Data Generators

DataGenerator

class sconce.data_generators.DataGenerator(data_loader)[source]

A thin wrapper around a DataLoader that automatically yields tuples of torch.Tensor (that live on cpu or on cuda). A DataGenerator will iterate endlessly.

Like the underlying DataLoader, a DataGenerator’s __next__ method yields two values, which we refer to as the inputs and the targets.

Parameters:data_loader (DataLoader) – the wrapped data_loader.
batch_size

the wrapped data_loader’s batch_size

cuda(device=None)[source]

Put the inputs and targets (yielded by this DataGenerator) on the specified device.

Parameters:device (int or bool or dict) – if int or bool, sets the behavior for both inputs and targets. To set them individually, pass a dictionary with keys {‘inputs’, ‘targets’} instead.
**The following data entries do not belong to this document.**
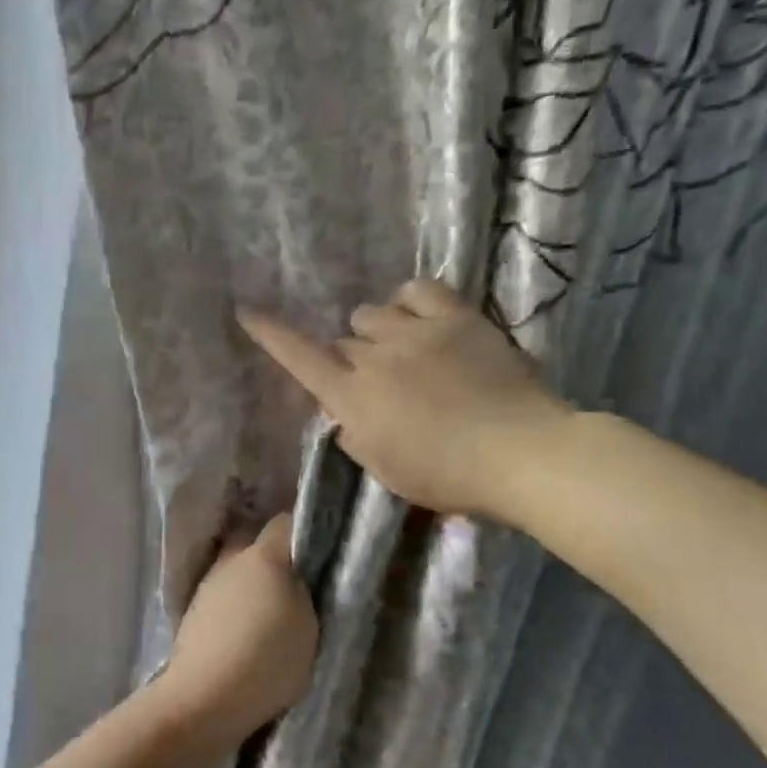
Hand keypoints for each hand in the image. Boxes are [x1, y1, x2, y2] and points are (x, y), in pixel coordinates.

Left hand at [158, 514, 317, 749]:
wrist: (205, 697)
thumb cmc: (267, 658)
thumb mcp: (309, 625)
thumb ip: (304, 590)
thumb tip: (297, 576)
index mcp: (263, 556)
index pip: (286, 522)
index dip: (304, 531)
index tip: (321, 549)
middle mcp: (230, 560)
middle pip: (255, 542)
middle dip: (274, 555)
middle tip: (298, 580)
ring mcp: (207, 585)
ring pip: (236, 570)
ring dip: (252, 582)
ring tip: (272, 609)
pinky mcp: (193, 613)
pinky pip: (223, 596)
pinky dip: (236, 604)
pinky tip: (246, 628)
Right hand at [238, 279, 574, 526]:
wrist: (521, 453)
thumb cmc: (447, 477)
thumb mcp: (386, 469)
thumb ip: (355, 435)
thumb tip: (344, 411)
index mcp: (353, 398)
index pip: (299, 359)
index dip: (270, 335)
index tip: (246, 310)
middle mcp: (374, 357)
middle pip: (343, 343)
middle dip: (350, 362)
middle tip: (378, 386)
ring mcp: (416, 331)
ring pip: (372, 313)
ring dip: (376, 332)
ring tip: (401, 351)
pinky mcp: (457, 317)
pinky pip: (418, 290)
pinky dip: (409, 302)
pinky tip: (418, 318)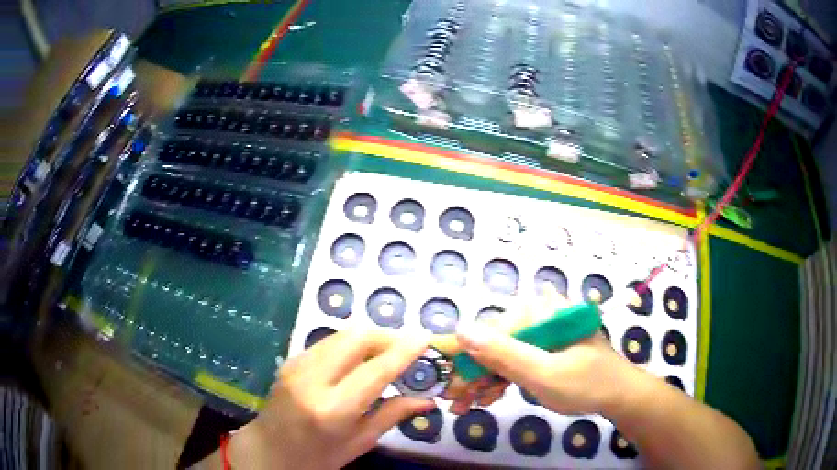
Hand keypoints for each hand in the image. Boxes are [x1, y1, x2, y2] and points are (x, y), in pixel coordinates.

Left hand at [228, 330, 436, 469]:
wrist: (268, 450)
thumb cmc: (317, 457)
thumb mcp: (358, 443)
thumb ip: (392, 415)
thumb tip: (427, 400)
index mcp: (332, 409)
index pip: (375, 371)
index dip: (403, 351)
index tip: (425, 337)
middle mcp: (312, 380)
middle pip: (356, 338)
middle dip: (387, 336)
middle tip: (407, 348)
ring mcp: (297, 365)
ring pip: (342, 334)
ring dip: (369, 338)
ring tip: (387, 353)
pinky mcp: (291, 359)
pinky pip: (328, 342)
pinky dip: (350, 344)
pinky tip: (359, 359)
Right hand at [449, 328, 633, 415]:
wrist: (619, 396)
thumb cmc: (586, 384)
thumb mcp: (544, 374)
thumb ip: (505, 353)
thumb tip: (462, 330)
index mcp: (541, 312)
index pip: (490, 331)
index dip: (464, 356)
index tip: (443, 379)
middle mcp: (539, 315)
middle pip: (494, 344)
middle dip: (472, 374)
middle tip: (453, 401)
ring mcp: (542, 332)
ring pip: (501, 354)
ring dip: (482, 380)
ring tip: (464, 406)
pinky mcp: (545, 347)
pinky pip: (515, 361)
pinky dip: (500, 380)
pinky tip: (487, 397)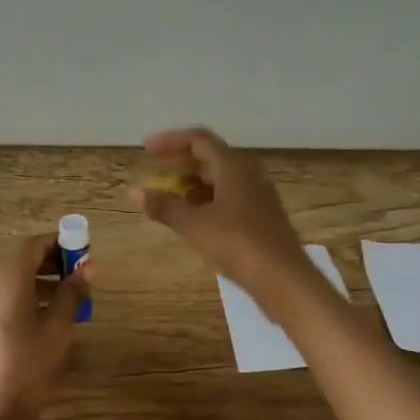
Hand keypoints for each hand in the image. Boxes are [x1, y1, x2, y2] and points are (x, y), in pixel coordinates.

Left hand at [0, 234, 88, 419]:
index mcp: (9, 284)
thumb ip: (72, 293)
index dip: (57, 242)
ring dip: (44, 281)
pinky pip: (11, 300)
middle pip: (22, 262)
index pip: (31, 246)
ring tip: (72, 298)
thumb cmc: (31, 366)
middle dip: (53, 262)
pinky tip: (52, 319)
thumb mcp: (59, 328)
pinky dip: (32, 298)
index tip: (82, 250)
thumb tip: (88, 267)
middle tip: (81, 274)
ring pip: (17, 282)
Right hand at [131, 127, 311, 303]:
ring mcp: (258, 195)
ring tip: (170, 198)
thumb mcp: (194, 225)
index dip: (170, 141)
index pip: (198, 140)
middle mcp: (249, 173)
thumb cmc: (237, 244)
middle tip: (156, 172)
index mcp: (233, 165)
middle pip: (211, 157)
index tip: (146, 149)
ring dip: (194, 183)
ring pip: (221, 178)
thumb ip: (165, 206)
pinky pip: (230, 196)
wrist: (283, 279)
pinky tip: (195, 218)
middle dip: (181, 163)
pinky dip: (208, 200)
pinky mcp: (262, 216)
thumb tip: (136, 191)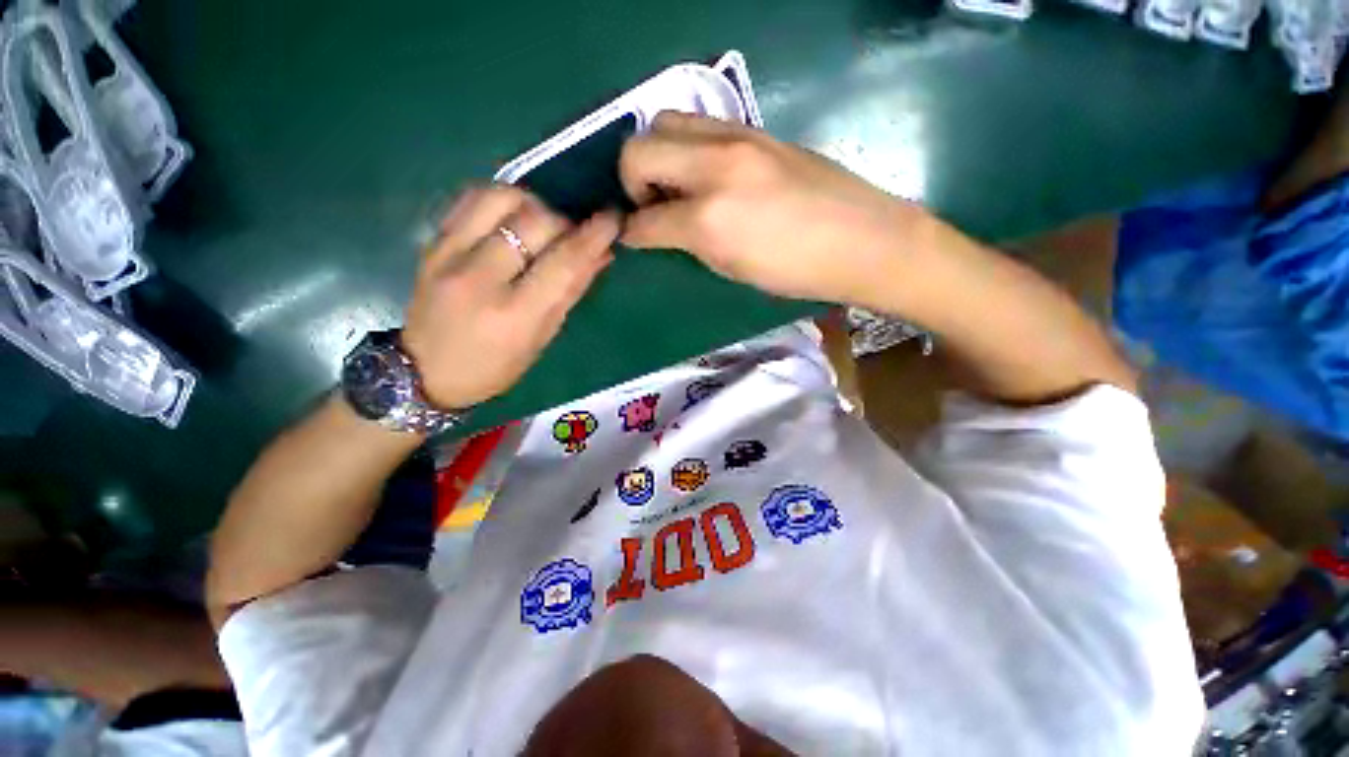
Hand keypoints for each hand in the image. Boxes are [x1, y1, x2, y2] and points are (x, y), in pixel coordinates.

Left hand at [402, 185, 618, 409]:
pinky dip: (501, 199)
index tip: (612, 219)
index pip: (563, 262)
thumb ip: (570, 292)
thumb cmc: (494, 367)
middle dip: (564, 222)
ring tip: (541, 223)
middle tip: (571, 236)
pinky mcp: (432, 241)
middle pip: (535, 221)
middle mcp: (480, 278)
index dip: (592, 236)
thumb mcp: (541, 338)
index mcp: (514, 314)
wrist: (423, 371)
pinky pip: (470, 198)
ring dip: (533, 204)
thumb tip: (601, 255)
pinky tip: (512, 216)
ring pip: (501, 198)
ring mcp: (449, 254)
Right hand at [618, 112, 920, 306]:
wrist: (862, 238)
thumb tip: (661, 229)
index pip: (645, 219)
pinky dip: (687, 147)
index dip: (630, 232)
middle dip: (631, 180)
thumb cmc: (796, 272)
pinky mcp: (756, 129)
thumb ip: (690, 243)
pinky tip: (706, 173)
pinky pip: (701, 124)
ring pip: (665, 121)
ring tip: (677, 185)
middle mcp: (715, 167)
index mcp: (709, 218)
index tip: (631, 236)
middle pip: (639, 148)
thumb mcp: (732, 269)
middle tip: (652, 205)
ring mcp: (737, 139)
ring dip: (657, 154)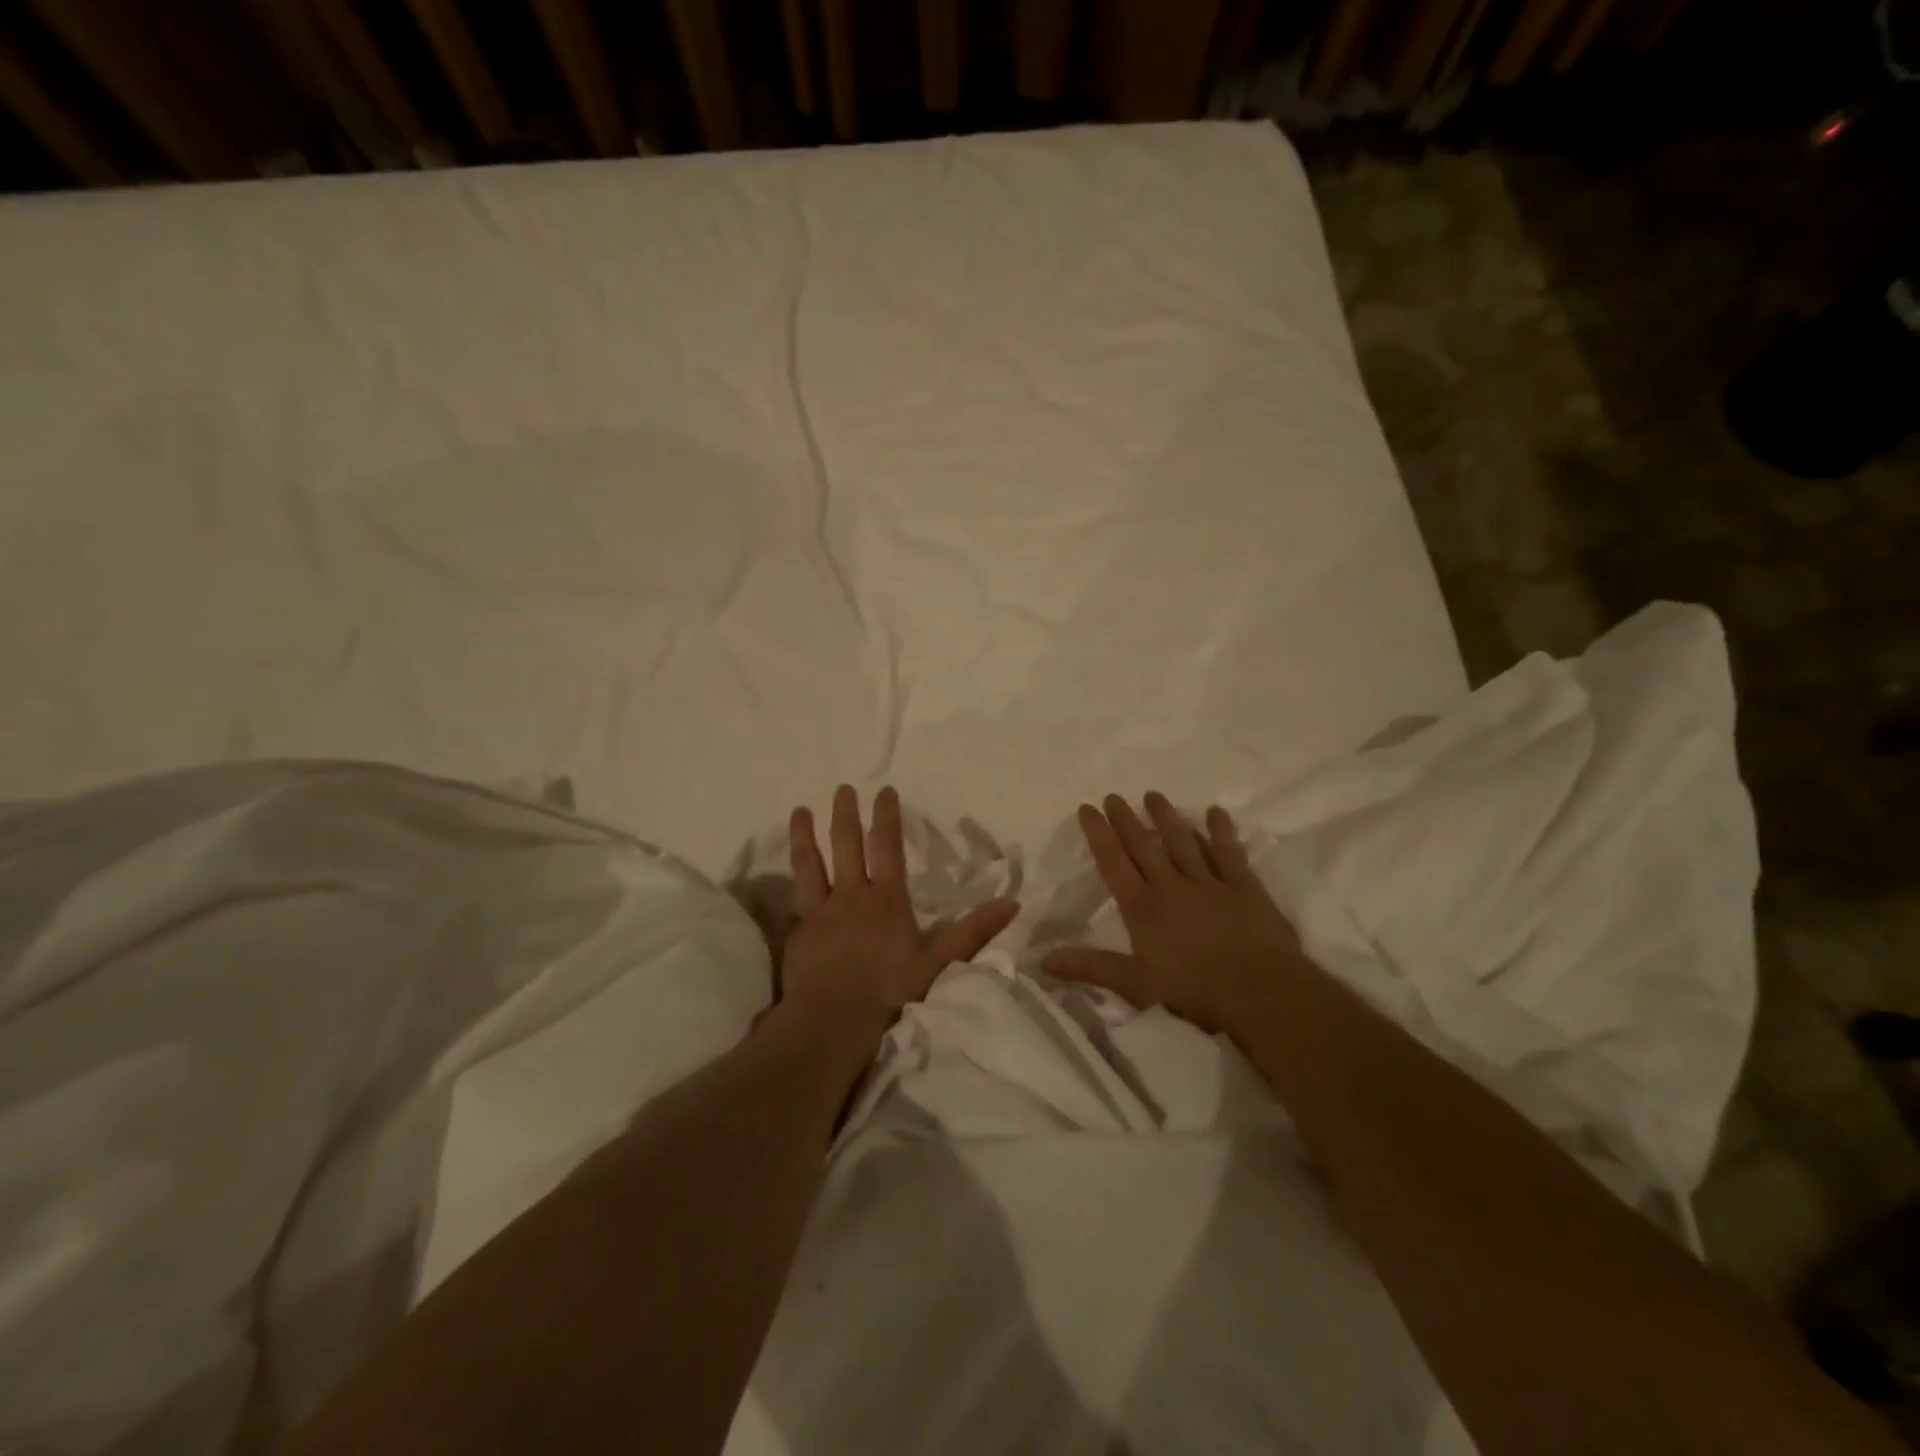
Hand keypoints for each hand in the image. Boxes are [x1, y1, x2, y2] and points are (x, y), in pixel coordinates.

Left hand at [782, 785, 1018, 1035]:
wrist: (833, 1020)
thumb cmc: (890, 991)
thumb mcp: (939, 962)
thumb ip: (973, 931)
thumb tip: (1012, 904)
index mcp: (887, 898)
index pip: (886, 846)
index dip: (886, 817)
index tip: (884, 791)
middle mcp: (852, 894)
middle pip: (847, 845)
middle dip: (846, 814)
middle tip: (843, 789)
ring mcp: (822, 910)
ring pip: (811, 862)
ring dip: (806, 834)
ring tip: (800, 810)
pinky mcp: (799, 929)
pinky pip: (796, 895)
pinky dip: (792, 878)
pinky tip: (786, 871)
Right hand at [1043, 793, 1305, 1032]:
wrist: (1258, 992)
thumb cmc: (1193, 992)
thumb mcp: (1135, 985)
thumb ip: (1091, 967)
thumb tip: (1043, 960)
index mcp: (1142, 908)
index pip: (1114, 863)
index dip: (1098, 834)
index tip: (1087, 808)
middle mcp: (1171, 886)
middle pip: (1144, 846)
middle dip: (1126, 820)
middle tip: (1114, 796)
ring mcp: (1208, 883)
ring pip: (1182, 841)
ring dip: (1166, 817)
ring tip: (1153, 795)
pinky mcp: (1243, 886)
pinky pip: (1229, 852)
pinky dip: (1221, 831)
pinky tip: (1216, 812)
See torch.Tensor.cuda() for details.

Example

>>> g = DataGenerator.from_dataset(dataset, batch_size=100)
>>> g.cuda()
>>> g.next()
(Tensor containing:
 [torch.cuda.FloatTensor of size 100x1x28x28 (GPU 0)],
 Tensor containing:
 [torch.cuda.LongTensor of size 100 (GPU 0)])
>>> g.cuda(False)
>>> g.next()
(Tensor containing:
 [torch.FloatTensor of size 100x1x28x28],
 Tensor containing:
 [torch.LongTensor of size 100])
>>> g.cuda(device={'inputs':0, 'targets':1})
>>> g.next()
(Tensor containing:
 [torch.cuda.FloatTensor of size 100x1x28x28 (GPU 0)],
 Tensor containing:
 [torch.cuda.LongTensor of size 100 (GPU 1)])
dataset

the wrapped data_loader’s Dataset

classmethod from_dataset(dataset, **kwargs)[source]

Create a DataGenerator from an instantiated dataset.

Parameters:
  • dataset (Dataset) – the pytorch dataset.
  • **kwargs – passed directly to the DataLoader) constructor.
classmethod from_pytorch(batch_size=500, data_location=None, dataset_class=<class 'torchvision.datasets.mnist.MNIST'>, fraction=1.0, num_workers=0, pin_memory=True, shuffle=True, train=True, transform=ToTensor())[source]

Note

This method is deprecated as of 0.8.0, and will be removed in 0.9.0.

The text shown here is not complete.